菜摘と結(橋本環奈)と土屋のやりとりを見ていて、筆者が大学出たときまず就職した文具メーカーのことを思い出しました。入社すぐ研修で工場研修し、どうやって商品ができるか身を持って知りましたし、商品企画を出すとき、原価計算もしました。お金にうるさい課長にいつも厳しいチェックをされ、なかなか企画会議に出せるまでに至らないということがよくありました。だから部長と相性が悪く企画が通らない菜摘の気持ちもわかりますし、なぜ、こんな初歩的な失敗を菜摘がして、結に謝罪するエピソードになってしまうのか、ちょっとドラマの練りがなくイージーかなと感じました。そもそも土屋という栄養管理士が社内にいるにもかかわらず、彼をさしおいて、栄養管理士の監修メニュー企画を動かしているのもなんだかへんな感じがします。土屋さんにもっと気を使ってあげて。
理想と現実の違いが今週のテーマです。ドラマ作りにも理想と現実があるのかもしれません。結は結で、子育てに悩みが。花(宮崎莉里沙)がしょんぼりしているので話を聞くと、練習試合で失敗して、翔也(佐野勇斗)に悲しませることを気にしていたのです。

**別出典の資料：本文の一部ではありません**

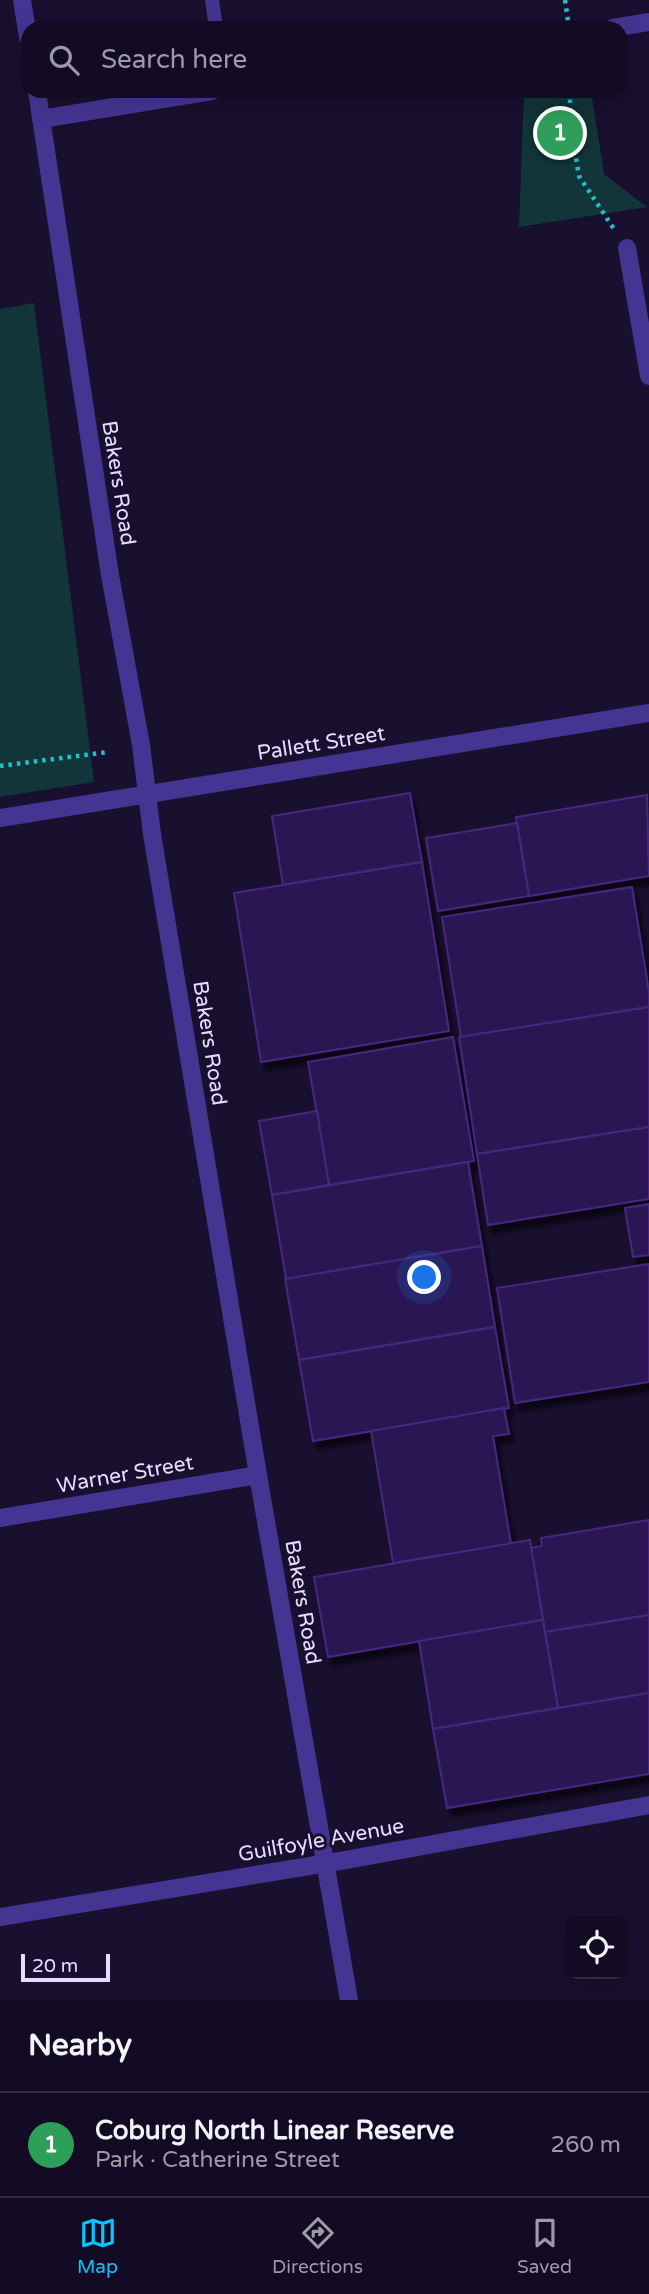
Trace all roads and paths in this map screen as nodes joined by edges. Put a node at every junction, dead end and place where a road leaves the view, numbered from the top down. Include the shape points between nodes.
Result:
1 (22, 0) edge
2 (212, 0) edge
3 (565, 0) edge
4 (25, 21) edge
5 (215, 21) edge
6 (568, 21) edge
7 (649, 22) edge
8 (628, 26) edge
9 (38, 98) edge
10 (169, 98) edge
11 (570, 98) edge
12 (41, 119) junction
13 (627, 248) joint
14 (649, 376) edge
15 (649, 713) edge
16 (108, 751) dead end
17 (0, 766) edge
18 (148, 794) junction
19 (0, 818) edge
20 (258, 1475) junction
21 (0, 1518) edge
22 (649, 1805) edge
23 (326, 1863) junction
24 (0, 1917) edge
25 (349, 2000) edge

1 - 4 street
2 - 5 lane
3 - 6 path
7 - 8 street
9 - 12 street, Bakers Road
10 - 12 street
11 - 13 path via 579,176
12 - 18 street, Bakers Road
13 - 14 street
15 - 18 street, Pallett Street
16 - 17 path
18 - 19 street, Pallett Street
18 - 20 street, Bakers Road
20 - 21 street, Warner Street
20 - 23 street, Bakers Road
22 - 23 street, Guilfoyle Avenue
23 - 24 street, Guilfoyle Avenue
23 - 25 street, Bakers Road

花がいつの間にか、父のためにサッカーをやっていると気付いた結は、自分のためにやることをアドバイスしますが、花は父を喜ばせたいのだと反発します。
しょげている花と結の距離感が遠いという声がSNSであがっているのを見ました。この距離感だからこそ、花の気持ちと結の気持ちが遠いことの現れでしょう。結は、子育ての理想と現実に悩んでいますが、まずはこの距離を縮めることを考えるほうが得策ではないでしょうか。花が父にべったりで、結に反抗するのは、結が自分にかまってくれないからさみしいのではないでしょうか。

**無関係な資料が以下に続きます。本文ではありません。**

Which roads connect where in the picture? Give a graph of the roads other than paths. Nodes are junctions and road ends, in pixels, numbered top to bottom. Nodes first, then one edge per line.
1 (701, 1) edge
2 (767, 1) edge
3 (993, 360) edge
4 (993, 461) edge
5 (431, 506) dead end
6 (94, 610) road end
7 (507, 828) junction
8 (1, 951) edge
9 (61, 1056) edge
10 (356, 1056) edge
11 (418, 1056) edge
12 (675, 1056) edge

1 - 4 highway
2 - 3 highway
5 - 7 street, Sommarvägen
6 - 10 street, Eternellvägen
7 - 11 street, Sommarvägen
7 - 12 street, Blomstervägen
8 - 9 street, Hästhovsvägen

花のこの感じ、既視感あります。再放送中の「カーネーション」です。糸子の三女・聡子は、得意のスポーツで大活躍しても、糸子がまったく興味を持ってくれなくて、苛立っていました。結果、糸子と同じファッションの世界に向かうのです。花ちゃんも、私も栄養士になるとかにならないといいのですが。花ちゃんには翔也を喜ばせてあげてほしい。

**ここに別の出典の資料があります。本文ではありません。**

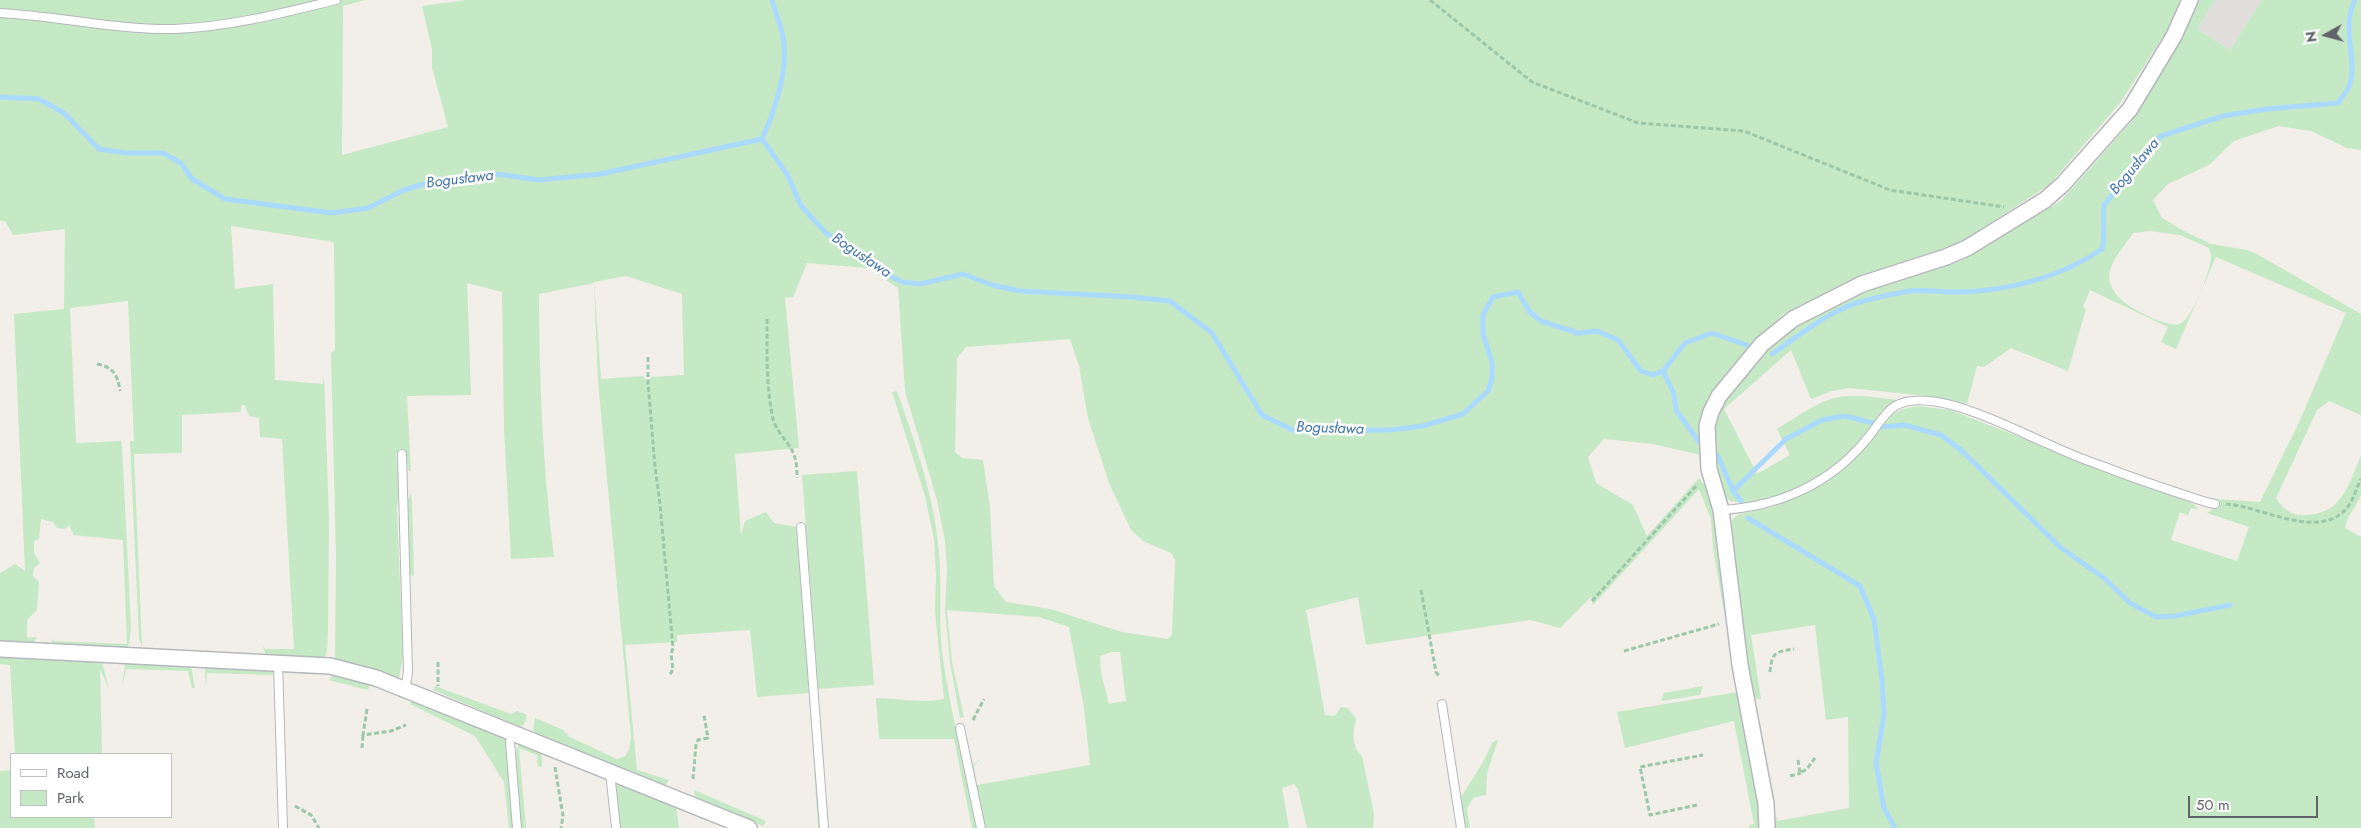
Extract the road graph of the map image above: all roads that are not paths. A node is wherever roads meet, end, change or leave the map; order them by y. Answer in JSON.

悩んでいる結のところへ、久々にハギャレンが集合し、気分転換。きっかけは、歩(仲里依紗)。彼女が立ち上げたファッションブランドを、リサポン(田村芽実)の雑誌で紹介してもらおうと神戸に呼び出したのです。なんで呼び出す? ハギャレンの上下関係を利用するのではなく、あくまでビジネスとしてと礼儀正しく挨拶する歩ですが、大阪に呼び出している点ですでにハギャレンの上下関係を利用している印象です。数枚のサンプルを渡し、あとは事務所に送るという歩。その服に一言の感想もないリサポン。ビジネスライクに徹しているのかもしれませんが、礼儀として、感想を述べてもいいのではないかと感じます。などという小姑感想は、リサポンが結の家のソファに寝そべっている画で吹っ飛びました。なんて、のびのびとした、猫を愛でるような気分になる画。別の番組かと思った。
スズリン(岡本夏美)がネイルサロン経営から、熊本のみかん農家に嫁いだと言い、休みの日にはネイルしていると見せたネイルはみかん色だったのも良い。スズリンが農家を選んだのは、結の「おいしいもの食べたら云々」の助言を覚えていたからでした。
ドラマの終わりが近づいているので、登場人物の来し方行く末がまとめられていきます。商店街の高橋(内場勝則)が急に商店街を出ていくと言い出して……。いったい何が。久しぶりにヘアサロンヨネダに常連が集っていますが、高橋の話を聞いても美佐江(キムラ緑子)がおとなしい。最近元気ないと菜摘が言ってたとおりです。高橋の衝撃発言より、美佐江のこの反応の薄さが気になります。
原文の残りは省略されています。